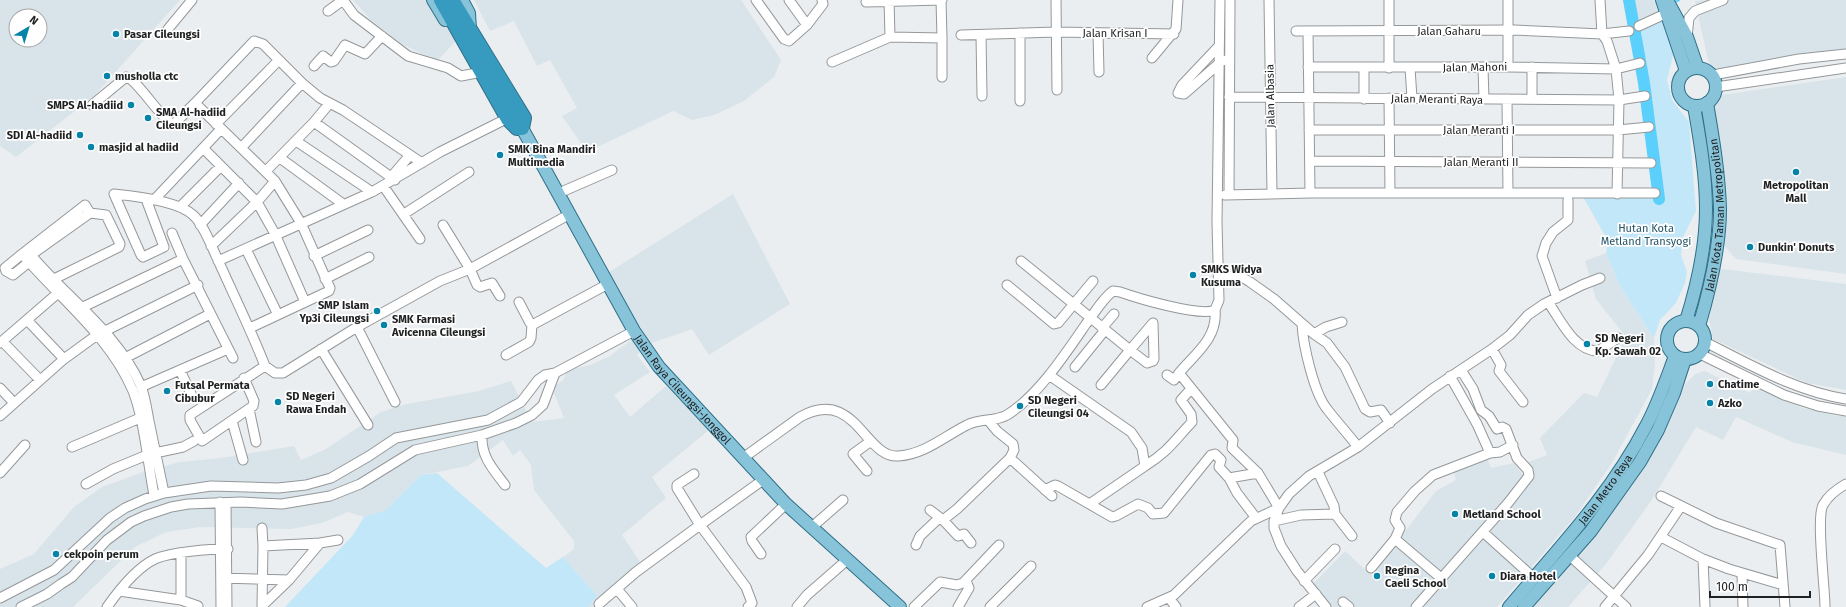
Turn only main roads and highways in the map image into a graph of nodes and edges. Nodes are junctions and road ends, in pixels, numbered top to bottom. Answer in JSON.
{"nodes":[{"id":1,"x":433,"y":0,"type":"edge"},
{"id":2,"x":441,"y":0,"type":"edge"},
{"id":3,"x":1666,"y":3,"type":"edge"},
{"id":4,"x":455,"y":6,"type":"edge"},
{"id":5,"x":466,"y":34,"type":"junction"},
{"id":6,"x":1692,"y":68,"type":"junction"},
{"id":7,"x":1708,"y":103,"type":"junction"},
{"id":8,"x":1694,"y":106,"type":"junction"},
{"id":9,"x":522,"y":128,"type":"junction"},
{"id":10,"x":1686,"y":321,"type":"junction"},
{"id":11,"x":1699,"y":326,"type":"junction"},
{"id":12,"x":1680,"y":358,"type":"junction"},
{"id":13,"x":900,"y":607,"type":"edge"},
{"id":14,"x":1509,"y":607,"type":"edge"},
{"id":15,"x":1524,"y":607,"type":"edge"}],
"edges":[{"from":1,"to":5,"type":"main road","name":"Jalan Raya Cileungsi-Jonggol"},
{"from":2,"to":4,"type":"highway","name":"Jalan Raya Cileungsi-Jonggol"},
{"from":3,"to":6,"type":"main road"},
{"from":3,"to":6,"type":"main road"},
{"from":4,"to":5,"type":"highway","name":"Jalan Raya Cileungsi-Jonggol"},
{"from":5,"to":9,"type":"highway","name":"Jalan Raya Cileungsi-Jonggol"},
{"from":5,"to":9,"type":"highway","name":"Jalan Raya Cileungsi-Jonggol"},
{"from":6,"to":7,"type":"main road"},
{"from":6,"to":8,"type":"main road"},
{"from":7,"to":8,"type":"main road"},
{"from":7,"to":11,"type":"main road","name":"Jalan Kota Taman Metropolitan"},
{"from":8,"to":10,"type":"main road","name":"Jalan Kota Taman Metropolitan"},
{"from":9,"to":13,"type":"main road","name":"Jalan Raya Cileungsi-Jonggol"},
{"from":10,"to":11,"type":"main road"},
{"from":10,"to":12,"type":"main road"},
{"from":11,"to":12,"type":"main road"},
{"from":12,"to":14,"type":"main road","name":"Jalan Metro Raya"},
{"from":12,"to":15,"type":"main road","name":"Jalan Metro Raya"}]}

=-=-=-=-=

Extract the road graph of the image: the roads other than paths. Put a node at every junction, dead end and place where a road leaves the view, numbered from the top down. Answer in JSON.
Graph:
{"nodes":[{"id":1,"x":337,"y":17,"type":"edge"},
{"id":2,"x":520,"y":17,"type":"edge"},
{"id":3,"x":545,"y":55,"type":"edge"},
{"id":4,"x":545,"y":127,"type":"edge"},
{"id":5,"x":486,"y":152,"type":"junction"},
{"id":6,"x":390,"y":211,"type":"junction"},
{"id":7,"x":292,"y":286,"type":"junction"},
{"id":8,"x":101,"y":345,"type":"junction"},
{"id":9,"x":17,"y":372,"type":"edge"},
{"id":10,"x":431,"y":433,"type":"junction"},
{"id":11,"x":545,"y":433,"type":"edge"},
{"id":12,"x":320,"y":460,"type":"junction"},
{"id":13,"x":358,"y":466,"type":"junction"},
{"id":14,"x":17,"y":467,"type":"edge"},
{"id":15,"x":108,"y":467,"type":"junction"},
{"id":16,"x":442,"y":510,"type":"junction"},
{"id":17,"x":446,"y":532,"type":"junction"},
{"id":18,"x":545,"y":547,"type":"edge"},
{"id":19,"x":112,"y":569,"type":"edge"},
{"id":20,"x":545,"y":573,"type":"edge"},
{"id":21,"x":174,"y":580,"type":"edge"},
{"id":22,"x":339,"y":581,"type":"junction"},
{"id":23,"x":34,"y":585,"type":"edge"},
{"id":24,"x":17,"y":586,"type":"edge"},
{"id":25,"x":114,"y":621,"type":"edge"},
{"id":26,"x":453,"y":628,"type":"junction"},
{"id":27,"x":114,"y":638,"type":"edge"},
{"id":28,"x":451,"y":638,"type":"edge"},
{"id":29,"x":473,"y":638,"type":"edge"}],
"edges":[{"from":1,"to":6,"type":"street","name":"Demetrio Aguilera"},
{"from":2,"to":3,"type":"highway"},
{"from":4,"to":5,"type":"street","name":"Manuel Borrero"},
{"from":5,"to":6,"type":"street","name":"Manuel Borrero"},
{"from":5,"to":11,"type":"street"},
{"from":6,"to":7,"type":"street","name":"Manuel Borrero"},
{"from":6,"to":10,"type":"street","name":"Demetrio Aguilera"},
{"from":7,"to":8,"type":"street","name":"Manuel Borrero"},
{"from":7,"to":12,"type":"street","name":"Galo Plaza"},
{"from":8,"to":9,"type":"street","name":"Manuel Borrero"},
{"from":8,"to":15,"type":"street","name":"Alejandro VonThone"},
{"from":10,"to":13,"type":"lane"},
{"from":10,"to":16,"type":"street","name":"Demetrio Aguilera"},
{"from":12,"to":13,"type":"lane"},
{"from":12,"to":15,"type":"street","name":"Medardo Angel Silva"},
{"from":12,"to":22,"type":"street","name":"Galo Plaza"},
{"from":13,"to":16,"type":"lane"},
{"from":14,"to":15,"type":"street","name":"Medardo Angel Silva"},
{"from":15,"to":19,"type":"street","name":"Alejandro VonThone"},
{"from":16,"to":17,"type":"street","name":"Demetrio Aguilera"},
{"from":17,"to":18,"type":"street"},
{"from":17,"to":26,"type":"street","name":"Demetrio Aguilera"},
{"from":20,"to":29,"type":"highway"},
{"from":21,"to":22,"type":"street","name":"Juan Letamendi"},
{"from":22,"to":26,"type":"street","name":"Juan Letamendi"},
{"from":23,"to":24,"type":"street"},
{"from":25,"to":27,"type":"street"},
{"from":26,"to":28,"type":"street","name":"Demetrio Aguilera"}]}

=-=-=-=-=

- **Problem details**
Sift the material for lines with the string "Angel". Copy each one found.

- **Exercise response**
{"from":12,"to":15,"type":"street","name":"Medardo Angel Silva"},
{"from":14,"to":15,"type":"street","name":"Medardo Angel Silva"},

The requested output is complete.